Hank Wilson's Back Vol. I is an album by singer and songwriter Leon Russell singing as Hank Wilson. The UK edition has a banner printed on the front of the sleeve to the right of Russell's stetson saying "Leon Russell!", presumably as a marketing initiative to promote the album using the strength of Russell's name.

The album was recorded in 1973 at Bradley's Barn, Mount Juliet, Tennessee. The album was mixed at Ardent Studios. The album has classic country and bluegrass tunes and was produced by J. J. Cale, Audie Ashworth, Leon Russell, and Denny Cordell.

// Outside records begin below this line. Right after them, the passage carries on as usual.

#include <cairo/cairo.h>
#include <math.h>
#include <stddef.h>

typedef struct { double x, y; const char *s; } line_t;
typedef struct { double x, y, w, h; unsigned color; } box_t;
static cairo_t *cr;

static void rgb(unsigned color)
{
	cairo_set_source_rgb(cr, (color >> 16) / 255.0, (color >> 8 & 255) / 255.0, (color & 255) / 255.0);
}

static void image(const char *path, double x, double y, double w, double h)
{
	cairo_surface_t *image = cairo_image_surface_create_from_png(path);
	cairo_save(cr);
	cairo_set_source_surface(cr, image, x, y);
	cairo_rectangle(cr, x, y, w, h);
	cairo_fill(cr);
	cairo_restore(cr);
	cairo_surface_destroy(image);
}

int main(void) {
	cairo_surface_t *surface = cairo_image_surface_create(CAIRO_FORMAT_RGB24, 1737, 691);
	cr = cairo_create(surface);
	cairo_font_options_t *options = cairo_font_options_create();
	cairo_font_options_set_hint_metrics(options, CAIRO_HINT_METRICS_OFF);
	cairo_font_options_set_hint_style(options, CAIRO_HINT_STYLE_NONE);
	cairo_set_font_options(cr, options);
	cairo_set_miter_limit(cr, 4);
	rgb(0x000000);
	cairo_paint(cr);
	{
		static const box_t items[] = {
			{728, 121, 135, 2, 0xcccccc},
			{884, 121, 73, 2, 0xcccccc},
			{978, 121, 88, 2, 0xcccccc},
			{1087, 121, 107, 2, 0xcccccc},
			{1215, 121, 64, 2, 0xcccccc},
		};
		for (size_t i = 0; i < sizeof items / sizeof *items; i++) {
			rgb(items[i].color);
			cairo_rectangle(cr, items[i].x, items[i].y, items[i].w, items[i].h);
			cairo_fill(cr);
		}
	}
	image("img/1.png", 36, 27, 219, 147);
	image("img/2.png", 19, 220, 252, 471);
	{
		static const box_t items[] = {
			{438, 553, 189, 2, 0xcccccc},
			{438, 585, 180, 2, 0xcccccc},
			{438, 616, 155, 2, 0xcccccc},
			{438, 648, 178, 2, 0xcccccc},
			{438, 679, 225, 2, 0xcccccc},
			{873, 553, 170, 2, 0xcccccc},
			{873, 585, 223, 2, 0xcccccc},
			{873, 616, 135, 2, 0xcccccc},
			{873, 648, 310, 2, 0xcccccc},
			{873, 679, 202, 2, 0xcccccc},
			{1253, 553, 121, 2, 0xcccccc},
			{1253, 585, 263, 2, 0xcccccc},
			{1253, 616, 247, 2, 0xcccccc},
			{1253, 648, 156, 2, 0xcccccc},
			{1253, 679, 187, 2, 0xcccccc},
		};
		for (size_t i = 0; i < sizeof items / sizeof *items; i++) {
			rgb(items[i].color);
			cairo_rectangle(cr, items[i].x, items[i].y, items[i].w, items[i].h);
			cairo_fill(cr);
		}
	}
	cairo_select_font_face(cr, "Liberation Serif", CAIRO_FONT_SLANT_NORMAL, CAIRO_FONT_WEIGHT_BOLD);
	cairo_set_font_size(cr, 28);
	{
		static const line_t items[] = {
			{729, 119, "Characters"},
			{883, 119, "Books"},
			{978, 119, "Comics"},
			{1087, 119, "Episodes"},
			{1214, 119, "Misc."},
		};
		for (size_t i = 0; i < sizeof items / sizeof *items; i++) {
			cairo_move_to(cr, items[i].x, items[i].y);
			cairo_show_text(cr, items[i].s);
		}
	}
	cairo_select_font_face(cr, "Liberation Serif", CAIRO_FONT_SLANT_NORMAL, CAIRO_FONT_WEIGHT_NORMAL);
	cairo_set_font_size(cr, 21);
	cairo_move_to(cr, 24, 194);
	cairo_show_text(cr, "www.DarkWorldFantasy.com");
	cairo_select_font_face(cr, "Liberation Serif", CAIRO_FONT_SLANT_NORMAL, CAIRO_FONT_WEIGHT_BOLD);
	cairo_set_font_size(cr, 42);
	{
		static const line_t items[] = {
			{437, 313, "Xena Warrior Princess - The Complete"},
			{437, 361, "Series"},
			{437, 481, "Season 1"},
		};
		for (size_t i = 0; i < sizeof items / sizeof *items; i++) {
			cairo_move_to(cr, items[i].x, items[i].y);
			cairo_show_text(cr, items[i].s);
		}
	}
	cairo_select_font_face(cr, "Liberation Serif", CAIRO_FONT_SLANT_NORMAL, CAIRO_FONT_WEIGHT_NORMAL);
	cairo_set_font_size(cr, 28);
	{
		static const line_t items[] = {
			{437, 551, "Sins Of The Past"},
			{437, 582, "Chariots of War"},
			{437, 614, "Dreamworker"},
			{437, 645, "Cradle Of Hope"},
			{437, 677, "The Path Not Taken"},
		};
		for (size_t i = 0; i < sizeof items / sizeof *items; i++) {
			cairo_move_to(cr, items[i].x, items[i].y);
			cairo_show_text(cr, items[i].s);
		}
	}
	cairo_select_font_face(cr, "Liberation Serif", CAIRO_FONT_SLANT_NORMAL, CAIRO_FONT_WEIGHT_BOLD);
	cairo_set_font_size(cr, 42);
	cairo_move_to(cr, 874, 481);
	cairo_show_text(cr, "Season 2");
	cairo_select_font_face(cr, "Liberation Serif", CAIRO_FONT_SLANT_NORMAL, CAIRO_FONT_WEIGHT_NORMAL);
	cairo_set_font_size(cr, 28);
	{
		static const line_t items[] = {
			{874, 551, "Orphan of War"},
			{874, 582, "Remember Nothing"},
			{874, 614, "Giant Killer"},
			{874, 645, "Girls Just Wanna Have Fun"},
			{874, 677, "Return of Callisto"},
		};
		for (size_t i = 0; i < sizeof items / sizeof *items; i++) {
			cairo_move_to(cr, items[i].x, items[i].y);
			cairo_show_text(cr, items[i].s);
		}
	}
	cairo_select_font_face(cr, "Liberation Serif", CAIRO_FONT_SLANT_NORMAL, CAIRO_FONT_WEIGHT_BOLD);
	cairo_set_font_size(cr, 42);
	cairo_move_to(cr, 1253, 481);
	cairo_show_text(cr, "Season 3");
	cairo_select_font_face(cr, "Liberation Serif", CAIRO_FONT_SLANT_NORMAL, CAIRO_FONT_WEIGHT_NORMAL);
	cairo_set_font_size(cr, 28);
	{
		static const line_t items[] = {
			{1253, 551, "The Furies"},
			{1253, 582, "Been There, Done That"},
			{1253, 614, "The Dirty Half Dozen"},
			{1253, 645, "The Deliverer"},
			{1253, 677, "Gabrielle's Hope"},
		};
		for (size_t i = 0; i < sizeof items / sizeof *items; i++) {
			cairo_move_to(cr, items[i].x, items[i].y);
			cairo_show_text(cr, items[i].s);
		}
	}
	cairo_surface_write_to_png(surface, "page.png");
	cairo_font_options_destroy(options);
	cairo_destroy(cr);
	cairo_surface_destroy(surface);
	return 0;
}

Originally released as a vinyl LP, Hank Wilson's Back Vol. I was re-released on CD by DCC Compact Classics in 1990 and again by The Right Stuff Records in 1996.

Background
Leon Russell was born in Oklahoma, had a home in Tulsa, and grew up around country and blues music. After making successful rock albums, touring, and releasing the concert album Leon Live, he returned to his roots under the name of a fictional musical personality: Hank Wilson. Leon Russell and some of his close friends from both Los Angeles and Nashville recorded the honky tonk songs between February 26 and February 28 in 1973.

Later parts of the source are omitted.